- Work instructions: What you return should be the complete data below, word for word, with no pictures in it.

━━━━━━━━━━

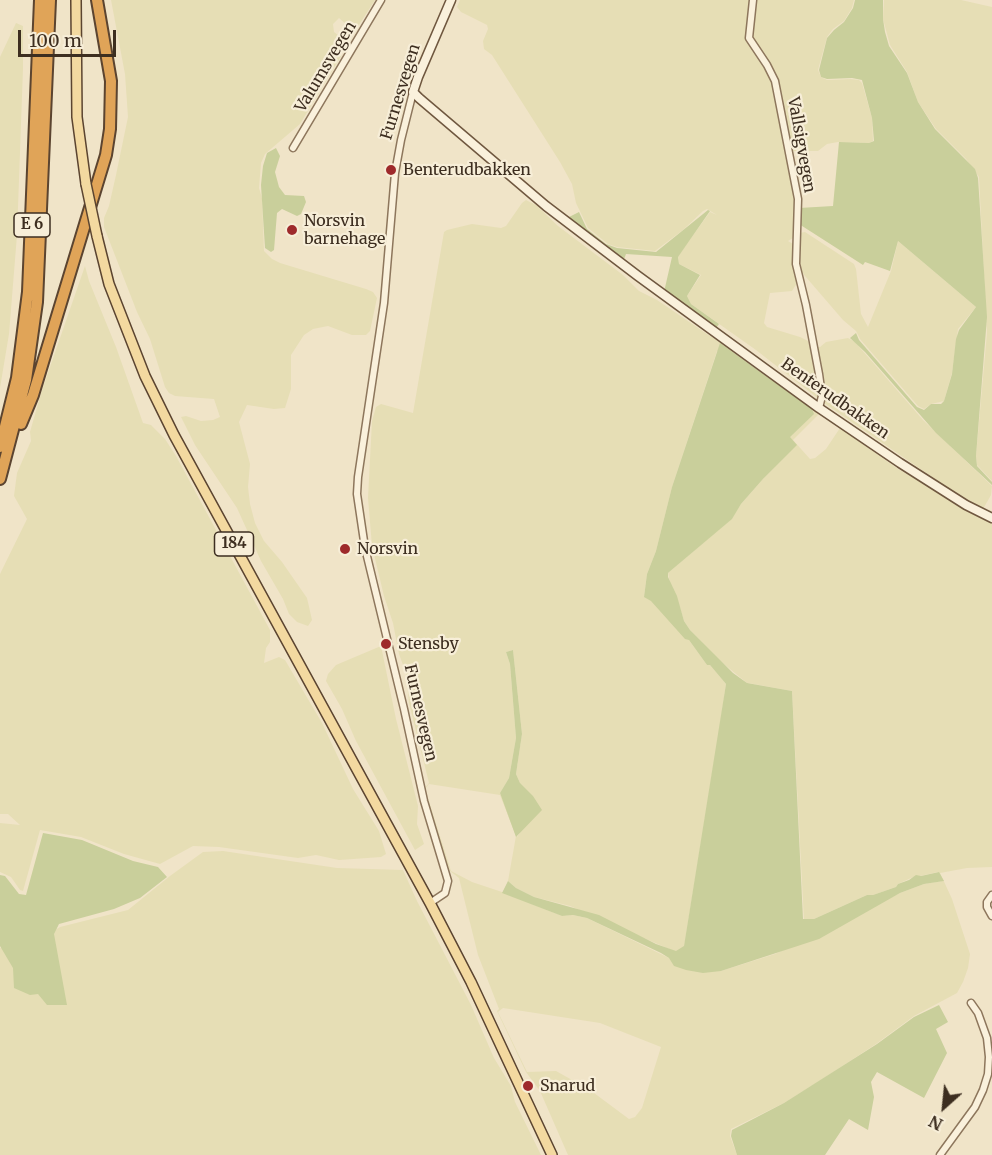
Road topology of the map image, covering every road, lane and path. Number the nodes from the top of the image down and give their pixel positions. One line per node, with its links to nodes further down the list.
1 (40, 0): 11 (highway, E 6)
2 (50, 0): 11 (highway, E 6)
3 (76, 0): 15 (main road, 184, bridge)
4 (98, 0): 11 (highway, E 6)
5 (381, 0): 9 (street, Valumsvegen)
6 (450, 0): 8 (main road, Furnesvegen)
7 (753, 0): 10 (street, Vallsigvegen)
8 (414, 92): 10 (main road, Benterudbakken); 15 (street, Furnesvegen)
9 (293, 148)
10 (819, 408): 13 (main road, Benterudbakken)
11 (4, 450): 12 (highway, E 6)
12 (0, 479)
13 (992, 518)
14 (992, 895): 16 (street)
15 (430, 903): 18 (main road, 184)
16 (992, 916)
17 (971, 1003): 19 (street)
18 (552, 1155)
19 (940, 1155)

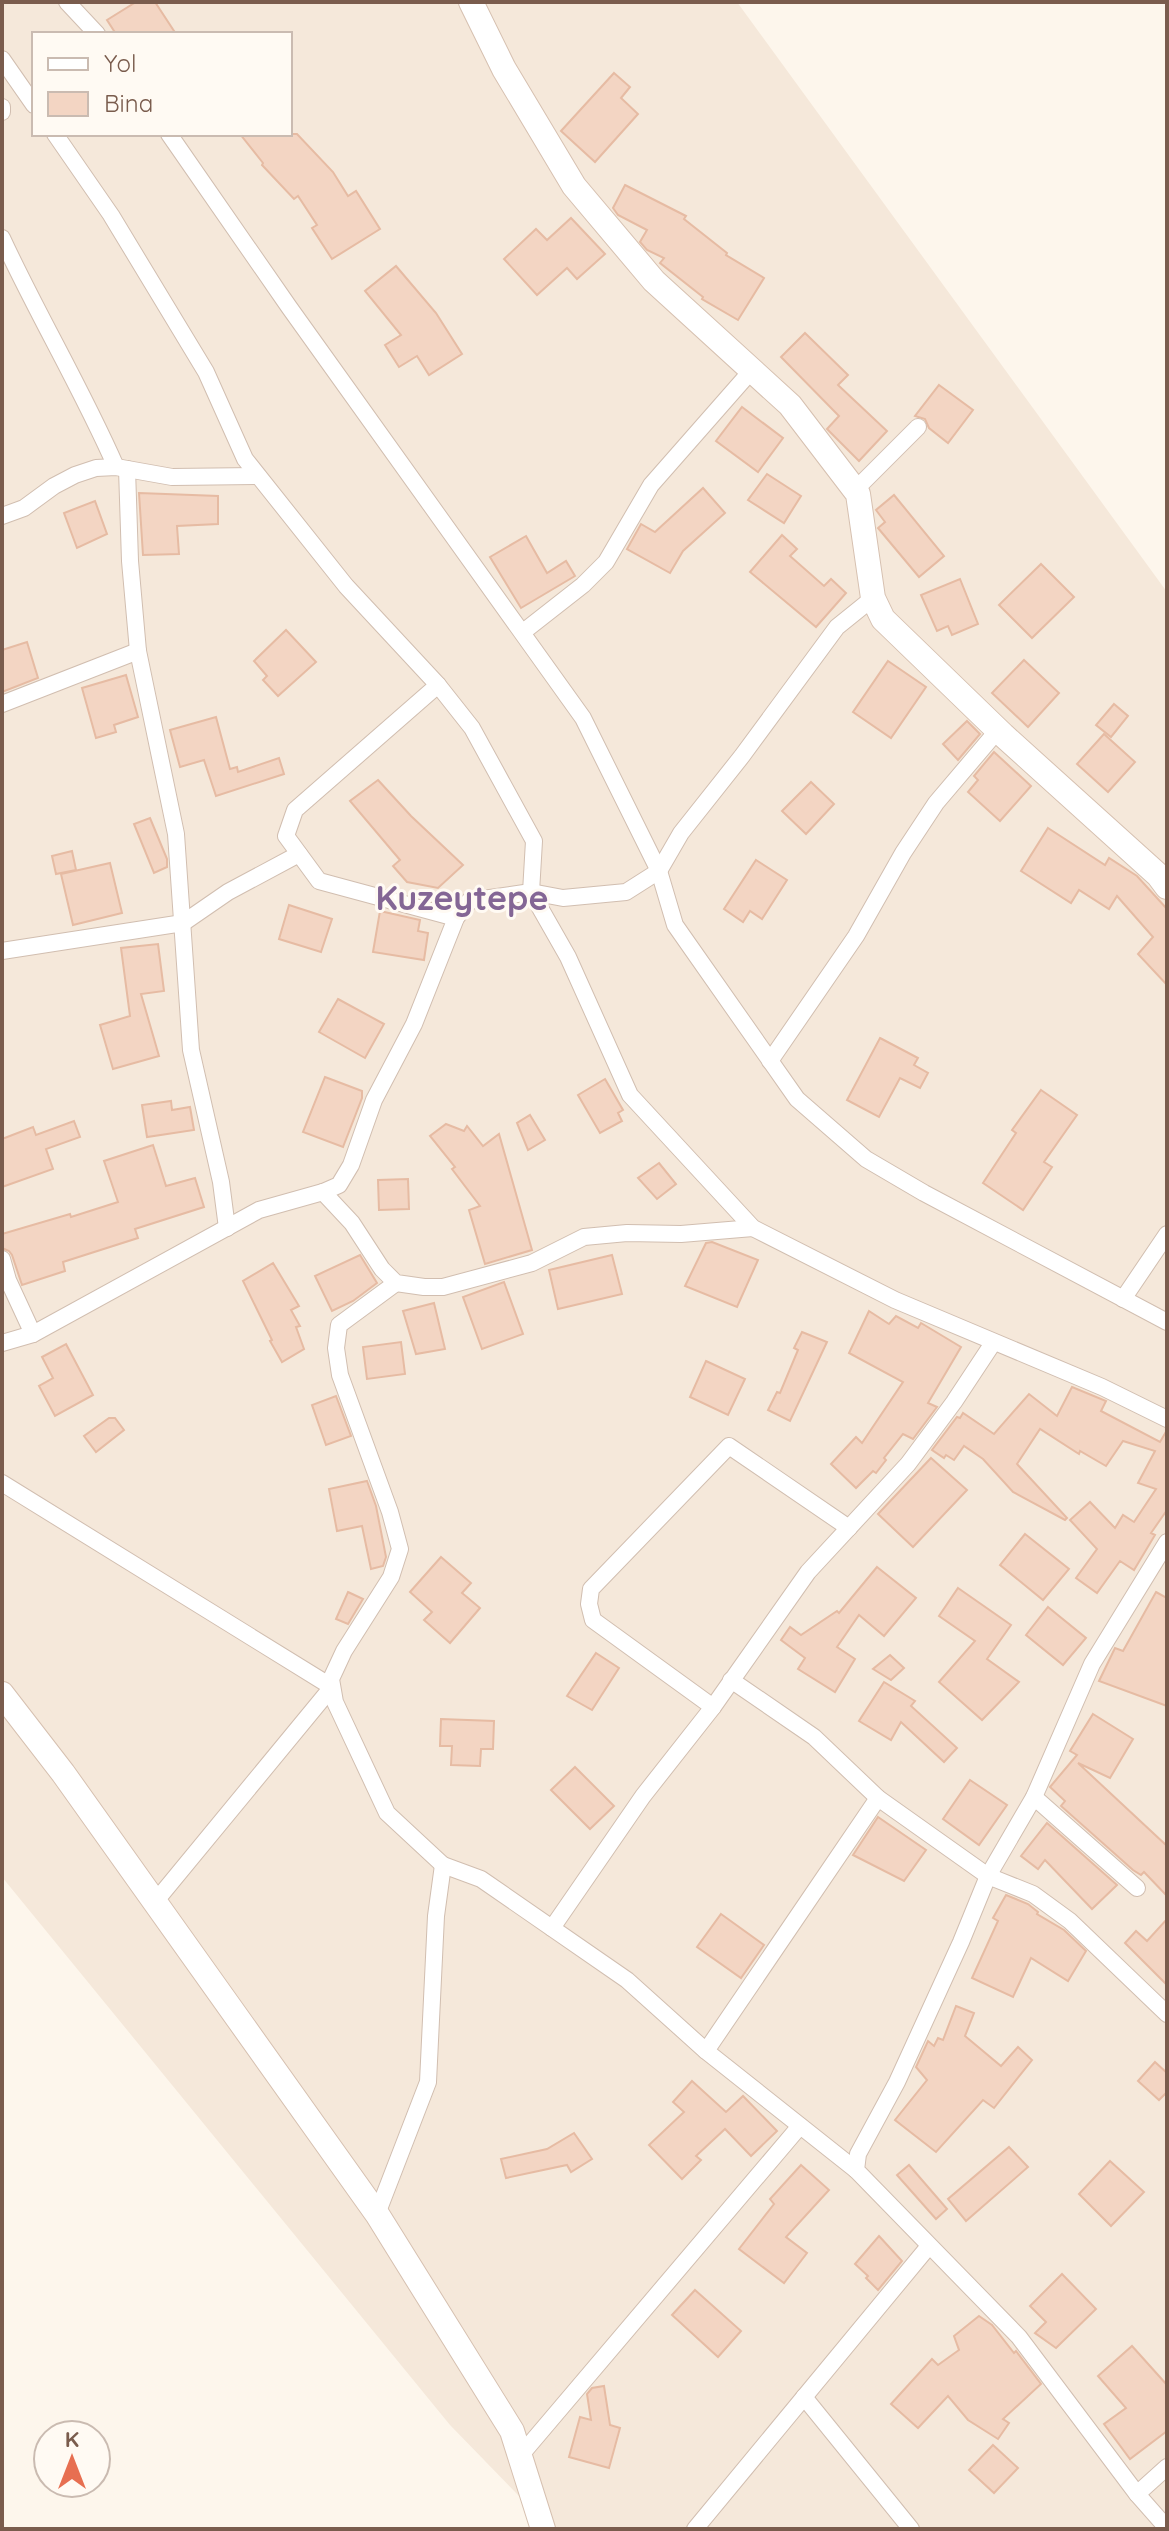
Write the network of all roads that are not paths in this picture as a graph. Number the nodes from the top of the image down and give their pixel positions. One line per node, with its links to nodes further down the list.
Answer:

━━━━━━━━━━

- Response:
Road topology of the map image, covering every road, lane and path. Number the nodes from the top of the image down and give their pixel positions. One line per node, with its links to nodes further down the list.
1 (40, 0): 11 (highway, E 6)
2 (50, 0): 11 (highway, E 6)
3 (76, 0): 15 (main road, 184, bridge)
4 (98, 0): 11 (highway, E 6)
5 (381, 0): 9 (street, Valumsvegen)
6 (450, 0): 8 (main road, Furnesvegen)
7 (753, 0): 10 (street, Vallsigvegen)
8 (414, 92): 10 (main road, Benterudbakken); 15 (street, Furnesvegen)
9 (293, 148)
10 (819, 408): 13 (main road, Benterudbakken)
11 (4, 450): 12 (highway, E 6)
12 (0, 479)
13 (992, 518)
14 (992, 895): 16 (street)
15 (430, 903): 18 (main road, 184)
16 (992, 916)
17 (971, 1003): 19 (street)
18 (552, 1155)
19 (940, 1155)

Write the network of all roads that are not paths in this picture as a graph. Number the nodes from the top of the image down and give their pixel positions. One line per node, with its links to nodes further down the list.
Answer:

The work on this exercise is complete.